In my opinion, all of this hype is rather exaggerated. It’s certainly a solid debut from a creative director. Its a story resonates with important insights about telling the truth and the problem with forcing the truth on other people. It also boasts a good… but not award-worthy… performance from Robin Williams.
Regarding Robin: in this film he settles comfortably into the role of a quirky, quiet, slightly delusional character just as he has done in before in his more serious roles. Those who say this is the first time he has played a restrained, stoic character have forgotten Awakenings. Those who think his dark, moody, on-the-verge-of-exploding moments here are revolutionary have forgotten the darker edge of Williams’ performance as Perry in The Fisher King. Sure, he’s very good in the part of Sy. But the character of Sy, if you think about it, isn’t THAT complicated a part to play. Most of the impact of the performance comes from the audience’s expectation of ROBIN WILLIAMS to start acting zany. They’re impressed that he’s NOT doing something.
Sy is a photo-lab worker who is lonely and bored. The isolated, exaggeratedly cold environment of his shopping center counter would drive anyone half crazy. The only color and warmth in his life comes from the photos he develops each day. One family in particular–the Yorkins–appeals to him. They seem to have it all, judging from their obsession with photographing themselves being happy and traditional. Nina Yorkin (Connie Nielsen, in the film’s only truly surprising performance) is drop-dead gorgeous, and her husband and child seem to get their clothes from the same expensive catalog that she does. They’re too good to be true.
Anybody who has paid any attention to American movies in the last, oh, thirty years knows full well that American families are, in fact, never happy. They’re all dysfunctional powder kegs waiting to blow. (Worse, most movies portray that eventual dissolution as a good thing, instead of telling the harder story about reaching for the good of resilience and commitment.) Sure enough, the Yorkins are hiding awful secrets behind those smiles.
And when lonely, delusional Sy finds out about the secrets, he sees the last sacred thing in his world desecrated.
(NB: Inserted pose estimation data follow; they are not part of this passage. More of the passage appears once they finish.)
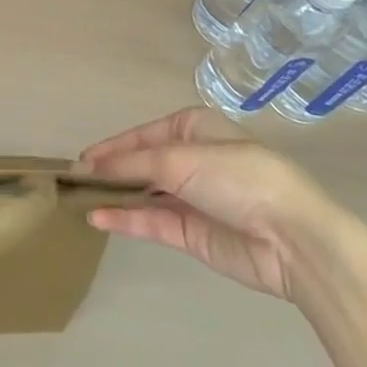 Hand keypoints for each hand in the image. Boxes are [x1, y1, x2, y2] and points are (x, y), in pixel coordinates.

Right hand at [79, 107, 338, 300]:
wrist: (292, 237)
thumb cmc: (236, 175)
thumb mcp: (179, 158)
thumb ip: (132, 164)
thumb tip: (90, 166)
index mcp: (193, 128)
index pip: (142, 135)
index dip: (112, 146)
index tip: (80, 159)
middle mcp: (191, 160)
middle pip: (142, 164)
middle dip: (111, 172)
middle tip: (74, 181)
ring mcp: (193, 199)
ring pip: (145, 194)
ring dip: (115, 196)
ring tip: (79, 199)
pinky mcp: (194, 234)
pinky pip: (153, 222)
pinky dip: (126, 219)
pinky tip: (98, 218) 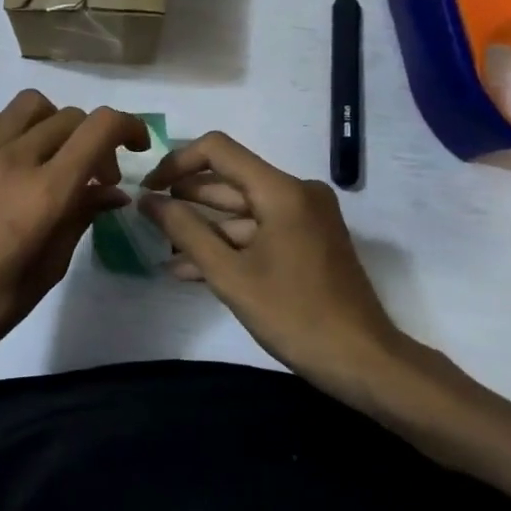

And he sets out to punish the one responsible.
It’s a good premise that Romanek is working with. Sy is a compelling central character because his madness is, actually, not madness. It makes sense. He looks around and sees no justice in the world, so he determines to bring it about himself. I can understand that.
How many times have you wanted to march over to the neighbors’ house and tell them off for the way they talk to each other? How often do we see principled people rising up in pious anger to try and force a moral ideal upon the world? It’s easy to agree with Sy’s sentiments, but his method is truly frightening. It’s only a few steps up from road rage.
There are other ways to bring about change. Granted, those methods require restraint, self-control, patience, and love. We are called to speak the truth, as Sy does… but we are called to speak it in love.
I was impressed with Romanek’s sound moral vision for the film. He clearly sees the importance of a healthy family, and mourns the all-too-common sins that so often destroy marriages and childhoods. He sees further, to the trouble we bring upon ourselves and others when we name ourselves agents of judgment. And he manages to explore all of these issues without preaching or drawing conclusions for us. He follows the first rule of good artmaking: he shows instead of telling. We are left to sort out our feelings about Sy on our own.
Unfortunately, there’s a problem with how he shows us. Romanek is very very talented as a visual artist. And he can’t rein in his own abilities.He robs us of the suspense, the emotion, and the chance to ponder the goings-on by distracting us with a kaleidoscope of camera tricks and a bunch of visual references to Kubrick. I was reminded of The Cell, a movie that was so visually schizophrenic it gave me a headache. His visual trickery costs the film precious time and energy, which could have been used to supply more information about the family. As a result, they remain disappointingly “undeveloped.” (Really, I’m not TRYING to use photographic terminology.)
The Kubrick-isms… from the opening shot of the camera eye (I expected it to say “Hello, Sy…”) to this year’s second “Eyes Pried Open” recreation (after Minority Report)… become tiresome early on.
Several times we move slowly across a room, zooming in on Sy’s quiet, ponderous face, sensing the storm inside that short-haired cranium. I kept expecting the head to explode in a bloody fireworks display. Guess what…it does, sorta.
Romanek is new to feature films. He’s used to filming music videos and commercials, and it shows. A music video is like espresso: you want a lot of visual power compressed into five minutes. A movie, on the other hand, needs to know something of the rhythms of everyday life, or else the audience is likely to get dizzy and exhausted.
There is one scene in the film that jumped out at me and said This is the right tone. Sy goes out to watch the boy at practice and then walks him partway home. We know he’s not sexually attracted to the boy. But we’re not sure what he plans to do. The restraint shown in the visuals here is impressive. Suspense rises because Romanek takes his time and lets us guess what might be about to happen. Then, when Sy makes a simple, everyday gesture, it causes us to jump in our seats. (A similar moment takes place during a walk through the snow in this year’s French thriller Time Out… but there, the whole movie maintained a delicate tone of perfect tension.)
If Romanek uses his truly brilliant visual sense with more restraint in the future, parsing out his “clever” shots more sparingly, he may have a fascinating career in the making.